Above: Michael Kirby with ALRC staff
The Kirby Cup Law Reform Competition is a unique opportunity for Australian law students to consider the role of law reform and law reform agencies in Australia. To enter, law students must provide a written paper (2,000–4,000 words) on a given topic of law reform.
The competition is open to all students currently enrolled in a tertiary law course (including law courses offered by universities and legal practitioner admission boards). Students may participate in the competition as individuals or as a team of up to four students.
The topic for 2011 was chosen to feed into the ALRC’s Classification and Copyright inquiries:
It is generally accepted that the internet has had a real impact on a variety of traditional creative industries. The internet provides a medium through which there is a great potential for Australian users to infringe copyright in music and films and commit classification offences such as selling or distributing unclassified films and computer games. How should the law respond to these challenges?

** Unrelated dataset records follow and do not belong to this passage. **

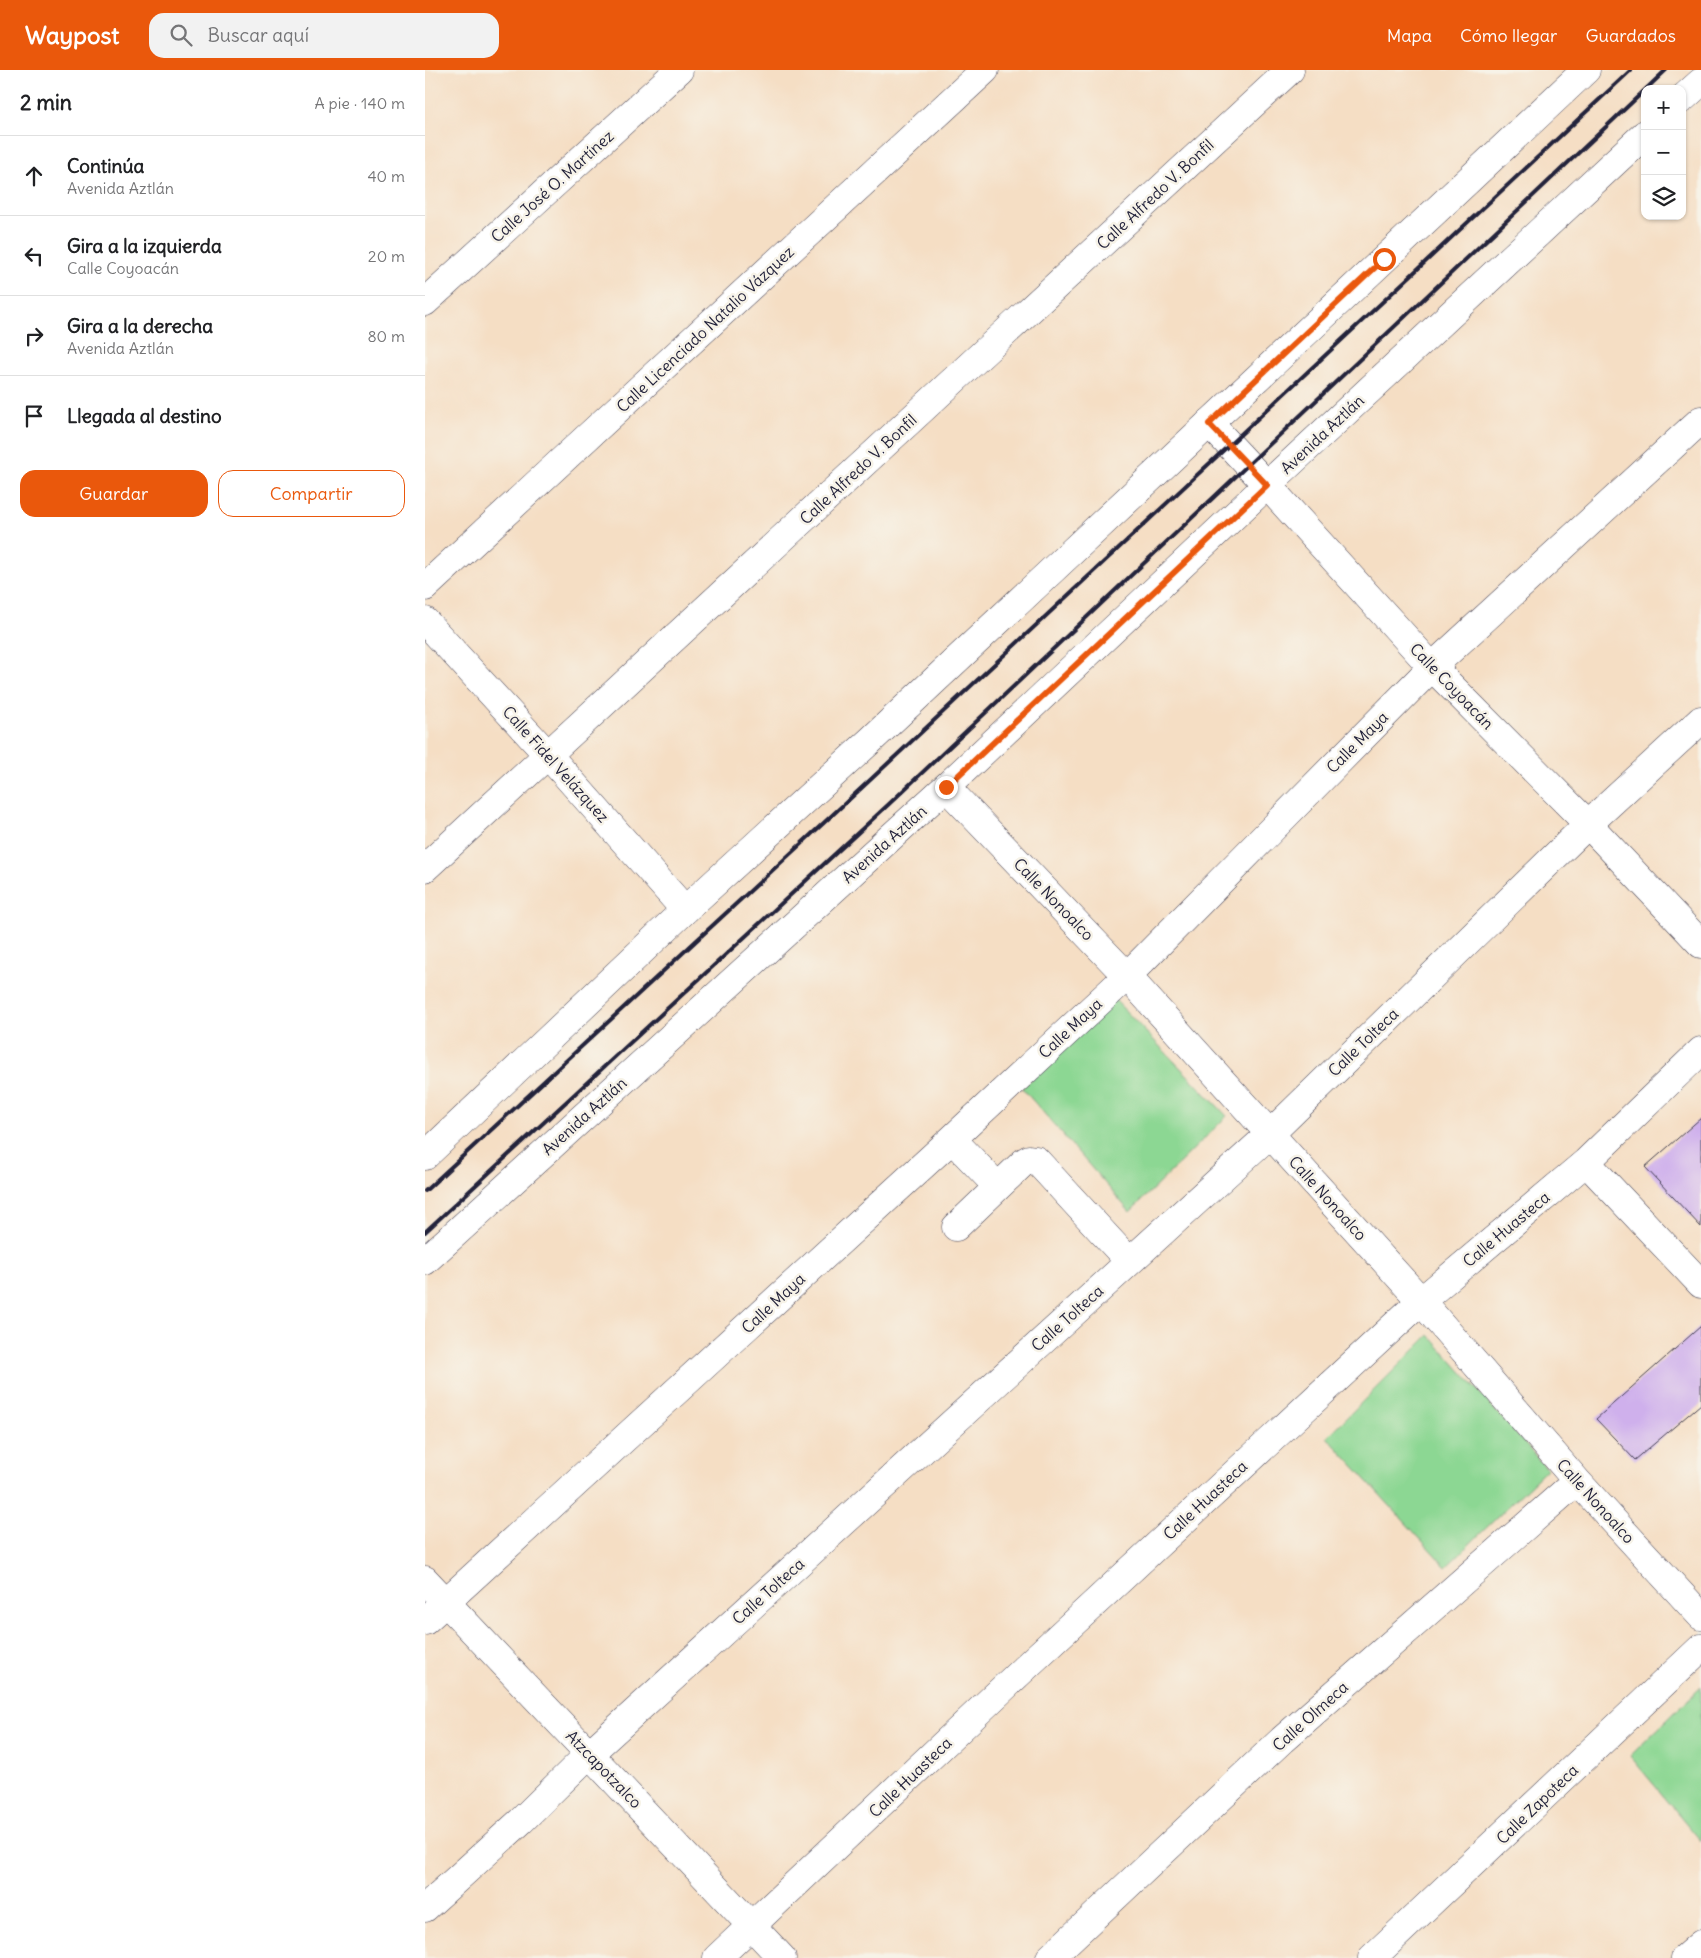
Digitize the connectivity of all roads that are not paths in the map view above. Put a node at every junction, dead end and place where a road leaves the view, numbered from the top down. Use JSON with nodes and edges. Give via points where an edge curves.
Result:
{"nodes":[{"id":1,"x":679,"y":70,"type":"edge"},
{"id":2,"x":985,"y":70,"type":"edge"},
{"id":3,"x":1290,"y":70,"type":"edge"},
{"id":4,"x":1586,"y":70,"type":"edge"},
{"id":5,"x":1701,"y":82,"type":"edge"},
{"id":6,"x":1686,"y":95,"type":"edge"},
{"id":7,"x":1641,"y":138,"type":"edge"},
{"id":8,"x":425,"y":302,"type":"edge"},
{"id":9,"x":1701,"y":420,"type":"edge"},
{"id":10,"x":1209,"y":424,"type":"junction"},
{"id":11,"x":1267,"y":485,"type":"junction"},
{"id":12,"x":425,"y":587,"type":"edge"},
{"id":13,"x":425,"y":621,"type":"edge"},
{"id":14,"x":1432,"y":666,"type":"junction"},
{"id":15,"x":1701,"y":720,"type":"edge"},
{"id":16,"x":548,"y":755,"type":"junction"},
{"id":17,"x":946,"y":787,"type":"junction"},
{"id":18,"x":1588,"y":824,"type":"junction"},
{"id":19,"x":425,"y":868,"type":"edge"},
{"id":20,"x":685,"y":910,"type":"junction"},
{"id":21,"x":1701,"y":944,"type":"edge"},
{"id":22,"x":1127,"y":976,"type":"junction"},
{"id":23,"x":1701,"y":1051,"type":"edge"},
{"id":24,"x":1270,"y":1134,"type":"junction"},
{"id":25,"x":952,"y":1139,"type":"junction"},
{"id":26,"x":425,"y":1156,"type":"edge"},
{"id":27,"x":1586,"y":1162,"type":"junction"},
{"id":28,"x":997,"y":1186,"type":"junction"},
{"id":29,"x":956,"y":1227,"type":"dead end"},
{"id":30,"x":425,"y":1261,"type":"edge"},
{"id":31,"x":1129,"y":1261,"type":"junction"},
{"id":32,"x":1701,"y":1284,"type":"edge"},
{"id":33,"x":1421,"y":1301,"type":"junction"},
{"id":34,"x":1577,"y":1481,"type":"junction"},
{"id":35,"x":425,"y":1580,"type":"edge"},
{"id":36,"x":446,"y":1603,"type":"junction"},
{"id":37,"x":1701,"y":1616,"type":"edge"},
{"id":38,"x":425,"y":1621,"type":"edge"},
{"id":39,"x":1701,"y":1648,"type":"edge"},
{"id":40,"x":589,"y":1754,"type":"junction"},
{"id":41,"x":425,"y":1908,"type":"edge"},
{"id":42,"x":753,"y":1926,"type":"junction"},
{"id":43,"x":1701,"y":1944,"type":"edge"},
{"id":44,"x":717,"y":1958,"type":"edge"},
{"id":45,"x":782,"y":1958,"type":"edge"},
{"id":46,"x":1050,"y":1958,"type":"edge"},
{"id":47,"x":1372,"y":1958,"type":"edge"},
{"id":48,"x":1685,"y":1958,"type":"edge"}],
"edges":[{"from":1,"to":8,"type":"street","name":"Calle José O. Martínez"},
{"from":2,"to":12,"type":"street","name":"Calle Licenciado Natalio Vázquez"},
{"from":3,"to":16,"type":"street","name":"Calle Alfredo V. Bonfil"},
{"from":4,"to":10,"type":"street"},
{"from":5,"to":6,"type":"street"},
{"from":7,"to":11,"type":"street","name":"Avenida Aztlán"},
{"from":9,"to":14,"type":"street","name":"Calle Maya"},
{"from":10,"to":11,"type":"street","name":"Calle Coyoacán"},
{"from":10,"to":20,"type":"street"},
{"from":11,"to":14,"type":"street","name":"Calle Coyoacán"},
{"from":11,"to":17,"type":"street","name":"Avenida Aztlán"},
{"from":13,"to":16,"type":"street","name":"Calle Fidel Velázquez"},
{"from":14,"to":18,"type":"street","name":"Calle Coyoacán"},
{"from":14,"to":22,"type":"street","name":"Calle Maya"},
{"from":15,"to":18,"type":"street","name":"Calle Tolteca"},
{"from":16,"to":19,"type":"street","name":"Calle Alfredo V. Bonfil"},
{"from":16,"to":20,"type":"street","name":"Calle Fidel Velázquez"},
{"from":17,"to":22,"type":"street","name":"Calle Nonoalco"},
{"from":17,"to":30,"type":"street","name":"Avenida Aztlán"},
{"from":18,"to":21,"type":"street","name":"Calle Coyoacán"},
{"from":18,"to":24,"type":"street","name":"Calle Tolteca"},
{"from":20,"to":26,"type":"street"},
{"from":22,"to":24,"type":"street","name":"Calle Nonoalco"},
{"from":22,"to":25,"type":"street","name":"Calle Maya"},
{"from":23,"to":27,"type":"street","name":"Calle Huasteca"},
{"from":24,"to":31,"type":"street","name":"Calle Tolteca"},
{"from":24,"to":33,"type":"street","name":"Calle Nonoalco"},
{"from":25,"to":28,"type":"street"},
{"from":25,"to":36,"type":"street","name":"Calle Maya"},
{"from":27,"to":32,"type":"street"},
{"from":27,"to":33,"type":"street","name":"Calle Huasteca"},
{"from":28,"to":29,"type":"street"},
{"from":28,"to":31,"type":"street","via":[[1023,1162],[1036,1160]]},
{"from":31,"to":40,"type":"street","name":"Calle Tolteca"},
{"from":33,"to":34,"type":"street","name":"Calle Nonoalco"},
{"from":33,"to":42,"type":"street","name":"Calle Huasteca","via":[[1029,1663]]},
{"from":34,"to":37,"type":"street","name":"Calle Nonoalco"},
{"from":34,"to":46,"type":"street","name":"Calle Olmeca","via":[[1282,1740]]},
{"from":35,"to":36,"type":"street","name":"Atzcapotzalco"},
{"from":36,"to":38,"type":"street","name":"Calle Maya"},
{"from":36,"to":40,"type":"street","name":"Atzcapotzalco"},
{"from":39,"to":47,"type":"street","name":"Calle Zapoteca"},
{"from":40,"to":41,"type":"street","name":"Calle Tolteca"},
{"from":40,"to":42,"type":"street","name":"Atzcapotzalco"},
{"from":42,"to":44,"type":"street","name":"Calle Huasteca"},
{"from":42,"to":45,"type":"street","name":"Atzcapotzalco"},
{"from":43,"to":48,"type":"street"}]}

The year the Kirby Cup was jointly won by Tyler Fox and Melchor Raval.
Tyler Fox is studying a Bachelor of Laws at the University of Newcastle and his winning entry, ‘Breaking the Internet’, examined the current laws in Australia particularly as they pertain to copyright and privacy and canvassed a number of possible law reform responses to the problems raised. Melchor Raval is a student in the School of Business Law and Taxation at Monash University and his winning entry used Australian case studies, in particular of gaming, and focused on international law and comparisons.
Both winners met the Hon Michael Kirby AC CMG at a small function at the ALRC on 6 December 2011, when they were presented with their certificates. Their names are now inscribed on the perpetual ‘Kirby Cup’ that is kept on display at the offices of the ALRC—a record of all past winners of this prestigious law reform competition.
The Kirby Cup is one way that the ALRC provides insight to law students across Australia into the processes of law reform and our inquiries.
Photo: (left to right) Tyler Fox, The Hon Michael Kirby, Melchor Raval
As a particular mark of respect, admiration and affection, the ALRC took the opportunity to proudly confer on Michael Kirby the honorary title of ‘Chairman Emeritus’, acknowledging his role as inaugural Chairman of the ALRC, from 1975 to 1984. The gathering of ALRC colleagues, Kirby Cup recipients and their families was an ideal occasion to present Kirby with his testamur, adding to his astonishing collection of honorary degrees and other prestigious awards.